Operate First Glossary

Operate First is a concept to incorporate operational experience into software projects through the collaborative effort of both developers and operators. When operational knowledge is baked directly into the software, it results in a better overall project that can be trusted to run well in production.

An Operate First Community Production Cloud is a cloud environment in which you practice Operate First

The Operate First Community Production Cloud at Massachusetts Open Cloud (MOC):

MOC’s “zero cluster” is an Operate First Community Production Cloud that is open source. Those interested in operating first with their projects can do so in this environment.

The Operate First Community of Practice refers to the community that practices operating first, sets the guidance for the method, and continually improves upon that method

Open Infrastructure Labs is an upstream for open source cloud operations. They are a community of operators testing open source code in production, publishing complete, reproducible stacks for existing and emerging workloads, and generally advancing open source infrastructure. The Operate First Community of Practice lives at OpenInfra Labs because ???

Basic terms

These 3 basic terms are fundamental for projects to understand as they consider adopting a development method incorporating Operate First.

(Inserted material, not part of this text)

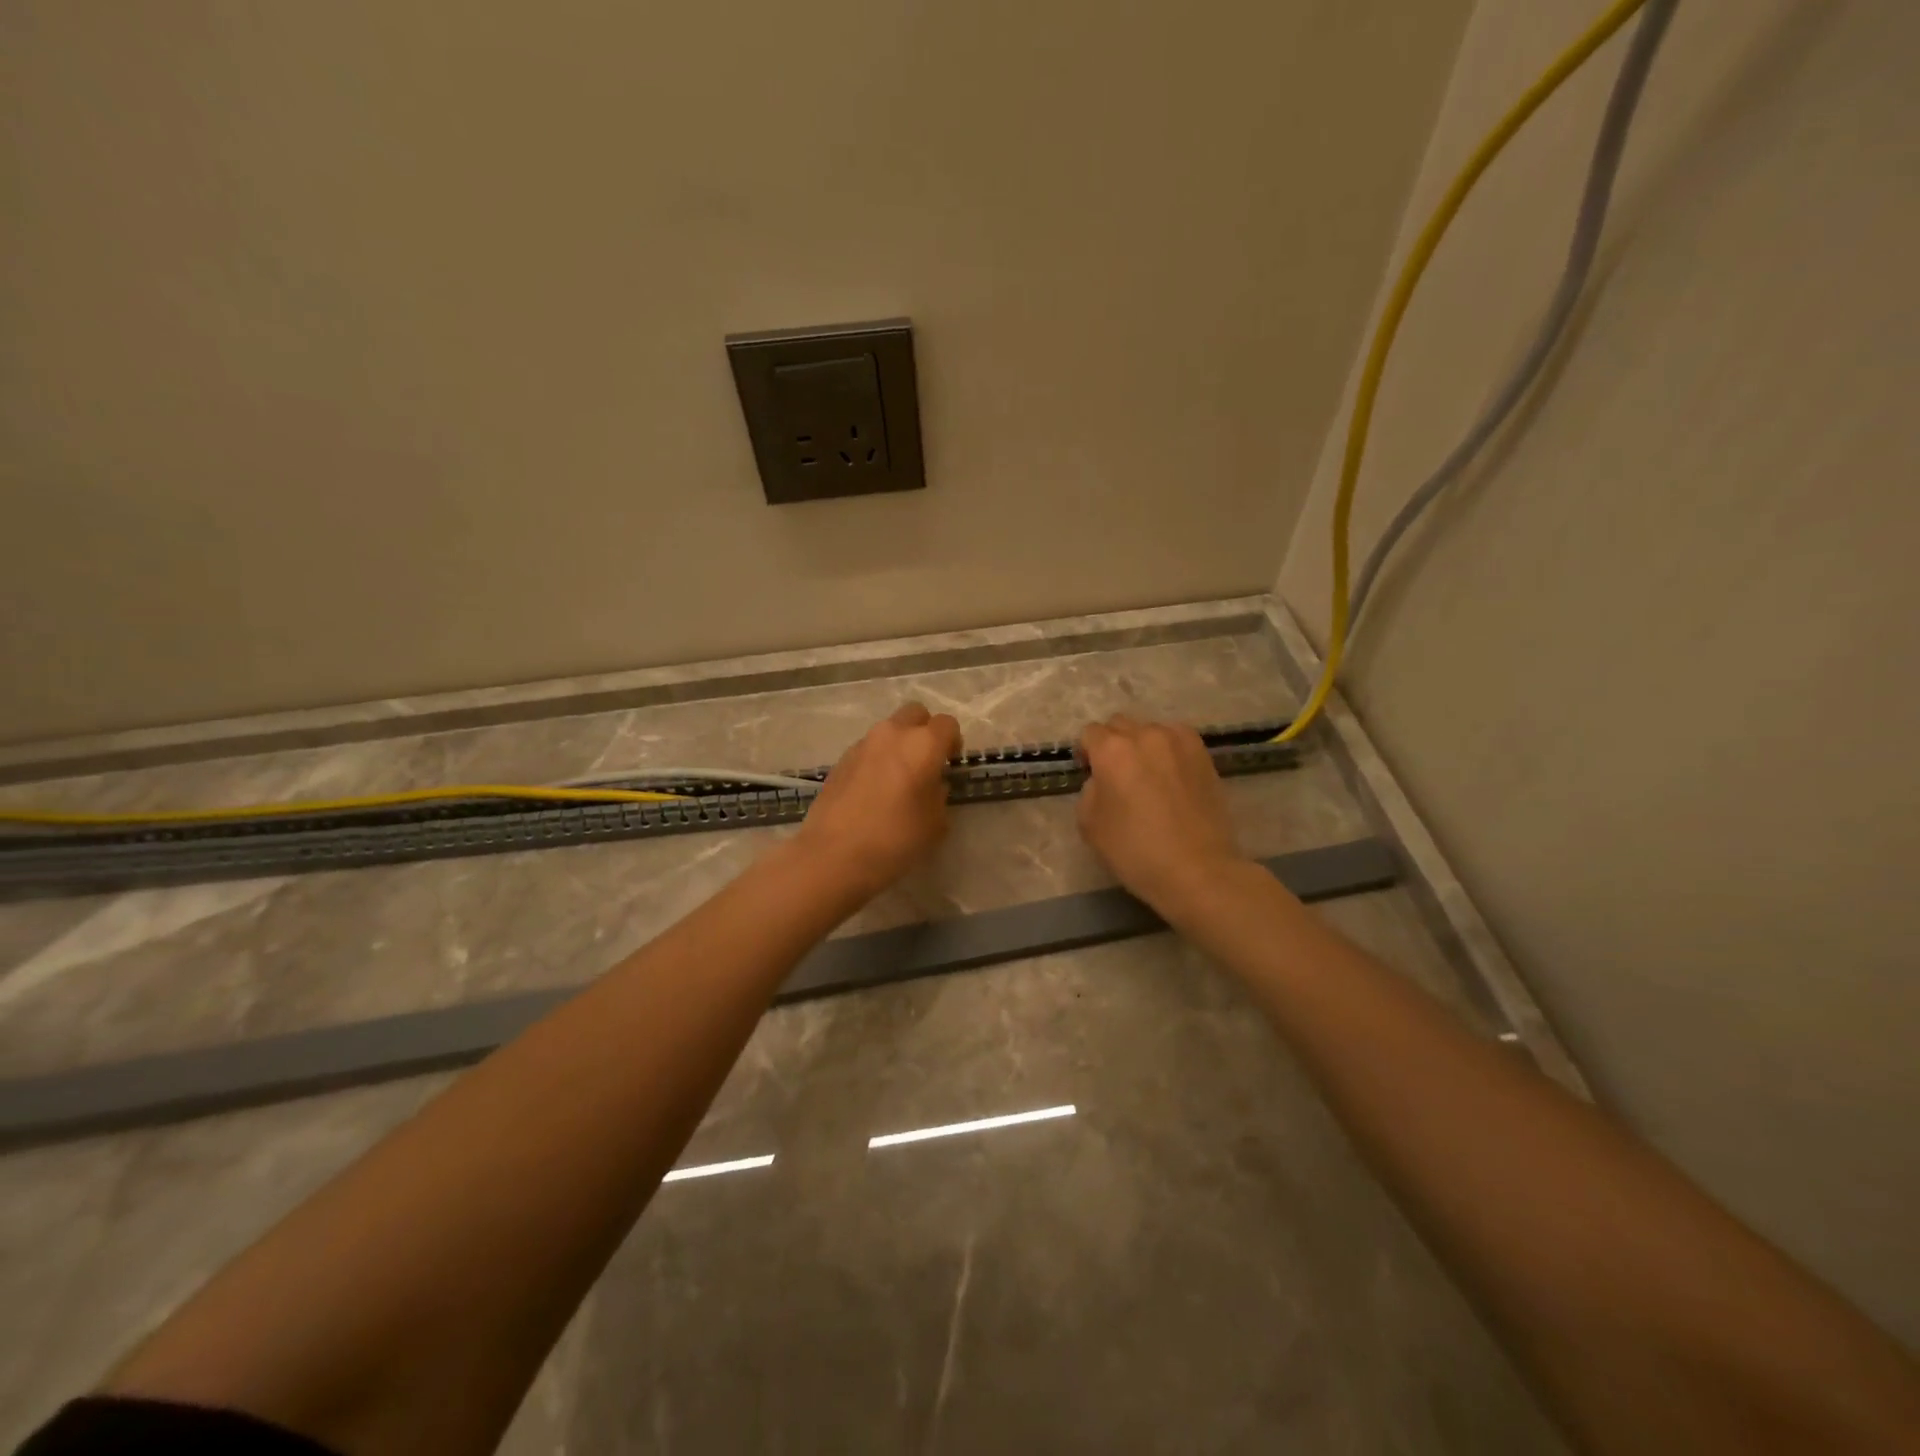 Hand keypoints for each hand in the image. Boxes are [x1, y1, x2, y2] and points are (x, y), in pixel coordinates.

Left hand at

Operate First is about bringing software under development to a production cloud so that operation of the software can be understood and developed. As such, Operate First is a concept and methodology, akin to open source.

It’s not code. It does not have a license. It’s not hardware or a cloud. It is a way of connecting all stakeholders of building, deploying, and operating software and sharing code, data, and knowledge - similar to open source communities, where users and developers of a piece of software come together.

An Operate First Environment is an instantiation of a production cloud environment where projects can bring their software to practice Operate First. The **Massachusetts Open Cloud (MOC) **provides an initial example of an Operate First environment through their “zero cluster.”

Open Infrastructure Labs is an open source upstream where cloud providers and operators work together with project developers to advance the state of the art for managing open source clouds. Its relation to Operate First is that it provides a place where projects that are operating first tend to work together. This work is done in an open community with collaboration from cloud operators as well as other projects in order to develop and evolve operations.

Operate First background

In the age of cloud computing operational excellence needs to be encapsulated with the software products and services. To ensure that software projects address operational considerations, there must be a new method by which developers experience the operation of their projects in a real cloud setting. This is the idea behind Operate First. Operate your code in a cloud first, while still in development, then release.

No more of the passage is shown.